Finalmente, hay un motivo de disgusto catalán que parece basado en una idea cuya defensa no veo clara. Para satisfacer a los catalanes que repudian eso que se ha llamado “café para todos” habría que diferenciar dentro de España entre naciones y comunidades. Y parece que se establece como condición para ser nación que se tenga lengua propia. Habría, pues, tres naciones, Galicia, Euskadi y Cataluña. Y una cuarta nación, España, partida en Comunidades. Todo lo cual debería reflejarse en la Constitución. El problema es que las naciones no se corresponden con las lenguas. Naciones distintas hablan la misma lengua y hay naciones en las que se hablan lenguas diversas. Si aceptamos el derecho a decidir, un pueblo es nación si así lo decide. Andalucía, Canarias, Extremadura o Valencia tienen el mismo derecho que Cataluña a separarse de España y constituirse en naciones con Estado. Si lo que se pretende es un reconocimiento de la lengua propia y de las competencias derivadas de este hecho, la cosa es de fácil solución (aunque sea costoso, como el derecho a expresarse en catalán, gallego o euskera en el Parlamento estatal, que requeriría traducción simultánea). Incluso, si así se quiere, cabría introducir en la Constitución la constatación inocua de que muchos catalanes, vascos y gallegos consideran que sus países son naciones, e introducir en los correspondientes Estatutos la declaración, igualmente inocua, de que esos países son naciones. Pero cualquier otra Comunidad podría introducir una declaración semejante en su Estatuto si así lo decidiera. Sería infantil que los catalanes pusieran su interés en tener algo sólo porque otros no lo puedan tener.

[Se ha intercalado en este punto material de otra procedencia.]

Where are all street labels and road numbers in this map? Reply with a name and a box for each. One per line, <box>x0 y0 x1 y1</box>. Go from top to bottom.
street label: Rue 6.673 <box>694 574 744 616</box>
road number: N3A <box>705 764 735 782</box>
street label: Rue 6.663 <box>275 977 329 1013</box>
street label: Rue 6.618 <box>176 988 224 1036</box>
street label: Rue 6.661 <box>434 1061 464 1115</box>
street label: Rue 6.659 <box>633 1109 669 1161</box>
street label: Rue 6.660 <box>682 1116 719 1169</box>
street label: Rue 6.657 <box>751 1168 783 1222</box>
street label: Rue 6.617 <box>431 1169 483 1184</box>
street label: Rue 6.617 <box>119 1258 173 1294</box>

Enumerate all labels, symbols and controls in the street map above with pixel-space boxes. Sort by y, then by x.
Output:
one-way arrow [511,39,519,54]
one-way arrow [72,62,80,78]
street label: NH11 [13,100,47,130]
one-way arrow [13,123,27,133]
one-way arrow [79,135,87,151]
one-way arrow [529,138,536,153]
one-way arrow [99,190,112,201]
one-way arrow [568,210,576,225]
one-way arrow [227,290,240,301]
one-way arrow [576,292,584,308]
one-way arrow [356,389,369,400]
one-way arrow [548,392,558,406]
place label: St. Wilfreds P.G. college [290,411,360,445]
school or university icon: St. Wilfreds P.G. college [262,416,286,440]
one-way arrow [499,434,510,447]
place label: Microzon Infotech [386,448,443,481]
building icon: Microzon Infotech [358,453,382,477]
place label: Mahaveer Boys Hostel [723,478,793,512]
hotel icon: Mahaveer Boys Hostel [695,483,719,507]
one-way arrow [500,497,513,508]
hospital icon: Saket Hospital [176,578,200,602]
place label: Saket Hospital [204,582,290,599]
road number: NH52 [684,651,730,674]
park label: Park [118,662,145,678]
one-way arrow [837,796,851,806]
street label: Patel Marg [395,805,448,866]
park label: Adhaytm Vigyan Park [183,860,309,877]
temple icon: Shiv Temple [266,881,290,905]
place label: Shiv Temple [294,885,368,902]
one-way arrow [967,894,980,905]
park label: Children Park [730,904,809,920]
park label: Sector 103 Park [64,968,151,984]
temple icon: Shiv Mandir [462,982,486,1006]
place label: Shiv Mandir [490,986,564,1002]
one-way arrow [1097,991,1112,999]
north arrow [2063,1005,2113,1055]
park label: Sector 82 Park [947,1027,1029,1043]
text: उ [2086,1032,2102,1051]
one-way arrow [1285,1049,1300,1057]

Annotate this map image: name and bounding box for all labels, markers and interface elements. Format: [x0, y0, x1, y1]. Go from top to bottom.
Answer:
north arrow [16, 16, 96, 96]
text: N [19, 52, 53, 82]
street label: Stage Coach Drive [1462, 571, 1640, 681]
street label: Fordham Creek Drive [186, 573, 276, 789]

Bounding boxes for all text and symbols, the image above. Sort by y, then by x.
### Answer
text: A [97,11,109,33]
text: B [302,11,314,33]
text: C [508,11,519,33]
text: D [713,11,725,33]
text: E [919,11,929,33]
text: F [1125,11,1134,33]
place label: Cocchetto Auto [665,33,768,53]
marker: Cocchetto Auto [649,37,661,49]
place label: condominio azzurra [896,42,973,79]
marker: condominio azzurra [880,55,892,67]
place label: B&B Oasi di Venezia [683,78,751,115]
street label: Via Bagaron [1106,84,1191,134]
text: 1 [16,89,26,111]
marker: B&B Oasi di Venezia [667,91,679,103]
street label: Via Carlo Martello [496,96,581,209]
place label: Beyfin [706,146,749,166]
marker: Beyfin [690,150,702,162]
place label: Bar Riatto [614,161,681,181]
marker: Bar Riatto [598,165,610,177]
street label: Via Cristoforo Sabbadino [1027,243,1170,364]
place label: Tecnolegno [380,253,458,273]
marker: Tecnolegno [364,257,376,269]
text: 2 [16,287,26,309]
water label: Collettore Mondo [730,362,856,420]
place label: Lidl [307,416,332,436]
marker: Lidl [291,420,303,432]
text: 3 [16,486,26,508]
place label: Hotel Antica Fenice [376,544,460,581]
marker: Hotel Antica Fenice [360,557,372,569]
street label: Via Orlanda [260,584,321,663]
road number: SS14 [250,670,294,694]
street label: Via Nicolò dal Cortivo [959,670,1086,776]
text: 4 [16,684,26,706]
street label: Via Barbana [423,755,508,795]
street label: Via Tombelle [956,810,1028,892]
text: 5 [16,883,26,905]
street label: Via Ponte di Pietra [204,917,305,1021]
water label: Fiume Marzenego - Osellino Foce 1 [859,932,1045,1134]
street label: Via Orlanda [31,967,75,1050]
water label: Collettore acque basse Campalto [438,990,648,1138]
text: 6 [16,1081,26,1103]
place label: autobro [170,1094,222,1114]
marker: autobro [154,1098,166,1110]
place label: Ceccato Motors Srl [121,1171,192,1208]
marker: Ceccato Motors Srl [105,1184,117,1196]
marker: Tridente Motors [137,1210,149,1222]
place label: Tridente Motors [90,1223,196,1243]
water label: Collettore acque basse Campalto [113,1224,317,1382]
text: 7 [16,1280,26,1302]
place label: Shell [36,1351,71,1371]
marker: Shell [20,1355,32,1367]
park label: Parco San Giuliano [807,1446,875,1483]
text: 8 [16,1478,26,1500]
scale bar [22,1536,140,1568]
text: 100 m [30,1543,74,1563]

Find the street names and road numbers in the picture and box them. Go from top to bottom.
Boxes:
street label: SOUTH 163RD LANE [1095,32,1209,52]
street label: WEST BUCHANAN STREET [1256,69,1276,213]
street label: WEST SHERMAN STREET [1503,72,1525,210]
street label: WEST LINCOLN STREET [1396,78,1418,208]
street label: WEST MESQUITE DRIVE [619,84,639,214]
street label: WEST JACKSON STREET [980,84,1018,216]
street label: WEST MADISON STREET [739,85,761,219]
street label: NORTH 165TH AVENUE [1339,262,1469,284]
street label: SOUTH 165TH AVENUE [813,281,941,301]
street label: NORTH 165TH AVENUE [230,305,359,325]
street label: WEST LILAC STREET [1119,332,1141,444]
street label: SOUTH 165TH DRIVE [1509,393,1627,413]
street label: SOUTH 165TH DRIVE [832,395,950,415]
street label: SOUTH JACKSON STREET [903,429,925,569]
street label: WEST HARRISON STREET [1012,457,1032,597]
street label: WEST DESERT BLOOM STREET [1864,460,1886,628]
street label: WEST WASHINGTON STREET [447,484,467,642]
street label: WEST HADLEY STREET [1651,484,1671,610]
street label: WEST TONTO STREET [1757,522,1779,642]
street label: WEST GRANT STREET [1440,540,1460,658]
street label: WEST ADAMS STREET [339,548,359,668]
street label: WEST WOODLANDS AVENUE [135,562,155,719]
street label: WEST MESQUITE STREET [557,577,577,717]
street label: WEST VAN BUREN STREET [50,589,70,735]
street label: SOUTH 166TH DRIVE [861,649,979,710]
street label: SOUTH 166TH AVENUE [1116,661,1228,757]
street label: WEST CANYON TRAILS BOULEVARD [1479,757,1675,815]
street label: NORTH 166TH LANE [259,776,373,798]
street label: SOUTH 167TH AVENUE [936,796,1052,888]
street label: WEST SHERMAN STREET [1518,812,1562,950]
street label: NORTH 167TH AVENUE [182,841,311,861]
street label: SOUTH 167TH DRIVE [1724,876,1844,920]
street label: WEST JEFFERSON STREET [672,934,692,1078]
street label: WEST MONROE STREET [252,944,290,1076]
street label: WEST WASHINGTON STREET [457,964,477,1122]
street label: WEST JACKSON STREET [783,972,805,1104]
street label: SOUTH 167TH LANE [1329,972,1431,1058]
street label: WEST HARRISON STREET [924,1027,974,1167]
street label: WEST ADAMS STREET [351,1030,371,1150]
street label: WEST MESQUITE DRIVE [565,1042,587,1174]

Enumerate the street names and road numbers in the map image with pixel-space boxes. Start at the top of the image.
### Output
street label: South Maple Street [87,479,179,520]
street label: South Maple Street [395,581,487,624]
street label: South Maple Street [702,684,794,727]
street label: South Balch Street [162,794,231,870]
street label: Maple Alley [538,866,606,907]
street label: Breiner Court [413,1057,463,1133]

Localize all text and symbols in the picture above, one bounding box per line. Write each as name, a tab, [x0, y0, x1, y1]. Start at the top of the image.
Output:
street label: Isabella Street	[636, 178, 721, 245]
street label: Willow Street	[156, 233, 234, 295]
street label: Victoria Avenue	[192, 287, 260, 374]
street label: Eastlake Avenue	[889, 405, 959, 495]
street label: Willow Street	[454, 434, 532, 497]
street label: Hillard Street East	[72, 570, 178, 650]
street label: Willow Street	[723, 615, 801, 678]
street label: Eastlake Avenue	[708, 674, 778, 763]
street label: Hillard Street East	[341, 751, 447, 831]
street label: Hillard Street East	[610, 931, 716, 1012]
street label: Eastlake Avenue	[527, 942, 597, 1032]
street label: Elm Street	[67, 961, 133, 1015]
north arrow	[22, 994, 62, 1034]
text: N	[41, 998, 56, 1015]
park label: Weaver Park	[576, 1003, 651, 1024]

Si al margen de esto se pretenden más derechos que los de las autonomías sin lengua propia (como tener un tratamiento fiscal más favorable o competencias que no puedan generalizarse porque entonces volveríamos al café para todos) la cosa carece de justificación y no debe prosperar. Pensemos, por ejemplo, en Andalucía o Canarias: ¿Van a tolerar que por tener el castellano por lengua propia sean peor tratadas fiscalmente o carezcan de competencias que otras comunidades tienen? No, y con toda razón. En cuanto al concierto vasco: no hay duda de que en una nueva Constitución y un nuevo Estado Federal (que creo que sería la solución adecuada) tal concierto debería generalizarse o desaparecer.

He vivido en Extremadura, Madrid, Valencia, Canarias y Andalucía, he viajado con frecuencia a Cataluña y a otras partes de España y para mí España no es una entidad mística, es sólo un territorio habitado por gentes diversas, que tienen diversas lenguas, costumbres y tradiciones, gentes que pertenecen a clases sociales de intereses enfrentados. Muchas cosas y gentes de España me agradan y otras me desagradan. Nada más. Si amo a España es porque en cualquiera de sus partes me siento en casa. Porque tengo un hijo casado con una mujer catalana y dos de mis nietos son catalanes, y también porque como persona de izquierdas soy internacionalista, me apena que muchos catalanes quieran que Cataluña se separe de España. Y me disgusta en la misma medida que muchos españoles miren sin comprensión a los catalanes.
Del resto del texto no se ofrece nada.